Zweifelhaftes Recht

BITBURG. Seinen Alltag organisieren, einkaufen gehen und die Wohnung sauber halten - das alles schafft Heinrich Lenzen nicht mehr allein. Nachdem sich einige Jahre lang ein ehrenamtlicher Betreuer um ihn kümmerte, wurde nun ein Berufsbetreuer eingesetzt. Für Lenzen könnte das teuer werden.

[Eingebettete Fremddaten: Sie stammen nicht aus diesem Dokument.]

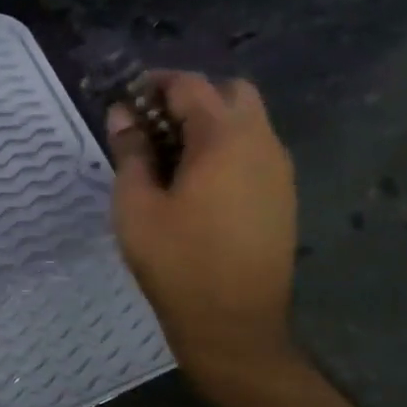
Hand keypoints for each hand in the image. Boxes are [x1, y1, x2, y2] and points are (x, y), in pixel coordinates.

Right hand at [107, 73, 298, 388]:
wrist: (233, 322)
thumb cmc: (176, 262)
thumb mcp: (136, 206)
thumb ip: (130, 153)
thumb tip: (123, 116)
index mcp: (224, 138)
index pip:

Wilfried Sadlowski ist sauer. Knapp drei Jahre betreute er ehrenamtlich einen kranken Mann. Aus gesundheitlichen Gründen und weil ihm die Arbeit im eigenen, 1998 gegründeten Verein "Bürgernächstenhilfe" über den Kopf wuchs, gab er die Betreuung ab. "Ich war eingesetzt worden, um die finanziellen Angelegenheiten von Heinrich Lenzen (Name geändert) zu regeln. Mittlerweile braucht er aber eine intensivere Betreuung. Er schafft es nicht, seine Wohnung in Ordnung zu halten, sich zu pflegen und selbst zu versorgen."Das Amtsgericht Bitburg setzte einen neuen Betreuer ein. "Erst habe ich mich gefreut. Im Nachhinein stellte sich aber heraus, dass es sich um einen Berufsbetreuer handelte, der erstens keine Zeit für eine intensive Betreuung hat und zweitens 31 Euro pro Stunde verlangt." Lenzen, der dem Betreuerwechsel zunächst zustimmte, ist nicht zufrieden mit der neuen Regelung: "Ich wurde überrumpelt. Den neuen Betreuer habe ich ja auch nur kurz getroffen, bevor ich zugestimmt habe."Sadlowski legte schriftlich Beschwerde beim Amtsgericht Bitburg ein und bot an, solange selbst wieder die Betreuung zu übernehmen, bis ein anderer ehrenamtlicher Betreuer gefunden sei. Das Amtsgericht lehnte seine Beschwerde als unzulässig ab. Ihm komme "keine Beschwerdebefugnis" zu, heißt es in dem Beschluss des Gerichts, da er nicht gegen seinen Willen entlassen worden und nicht mehr für Lenzen zuständig sei. Gegenüber dem TV gibt das Gericht keine Auskunft zu dem Fall."Rechtlich ist alles richtig gelaufen", sagt Wilfried Sadlowski. "Trotzdem halte ich das für unfair. Heinrich Lenzen kann sich eine solche Betreuung nicht leisten." Als 37-Jähriger musste Lenzen 1979 wegen einer Berufskrankheit in Frührente gehen. Seitdem lebt der Bitburger von rund 860 Euro aus einer Erwerbsunfähigkeitsrente und einer kleinen Betriebsrente.Das ganze Vermögen für den Betreuer

Heinrich Lenzen beantragte 1999 selbst eine Betreuung zur "Vermögenssorge". Sadlowski, der Lenzen schon vorher kannte, übernahm diese Aufgabe. "Damals war er pleite. Er hatte kein Maß bei seinem Geld, fiel auf alle möglichen Vertreter herein." Nach Gesprächen mit Schuldnern und durch einen strikten Sparplan brachte Sadlowski die Konten des Mannes wieder ins Plus. Jede Woche holte sich dieser eine bestimmte Summe für seinen Lebensunterhalt ab. "In vielen Gesprächen habe ich auch versucht, ihn moralisch aufzurichten", sagt Sadlowski. Er sorgte dafür, dass Lenzen jeden Tag ein warmes Essen bekommt und sparte Geld für ein Moped zusammen. Im vergangenen Jahr erhielt Lenzen überraschend 4000 Euro aus dem Verkauf seines Elternhauses - ein kleines Vermögen für ihn."Das Geld, das wir mit Mühe und Not zusammengespart haben, ist sofort weg, wenn er den Betreuer bezahlen muss. Und dabei wird er jetzt noch weniger betreut als vorher", schimpft Sadlowski. Wenn die Kosten für die Betreuung 2300 Euro überschreiten, muss Lenzen sie selbst bezahlen."Betreuen heißt doch helfen, auf jemanden Acht geben", meint Sadlowski, "der persönliche Kontakt und die Zuwendung sind doch am wichtigsten. Es kann doch nicht reichen, dass jemand nur ein oder zwei Stunden da ist und dann nur das Finanzielle regelt."Tatsächlich fehlt Lenzen derzeit der persönliche Kontakt: "Der Herr Sadlowski hat auf mich aufgepasst. Wenn ich seelische Probleme hatte, hatte er Zeit für mich." Den neuen Betreuer, der noch zehn andere Menschen betreut, sehe er selten. "Ich fühle mich oft vereinsamt und auf's Abstellgleis geschoben. Es wäre schön, wenn ich jemanden hätte, der sich mehr um mich kümmert."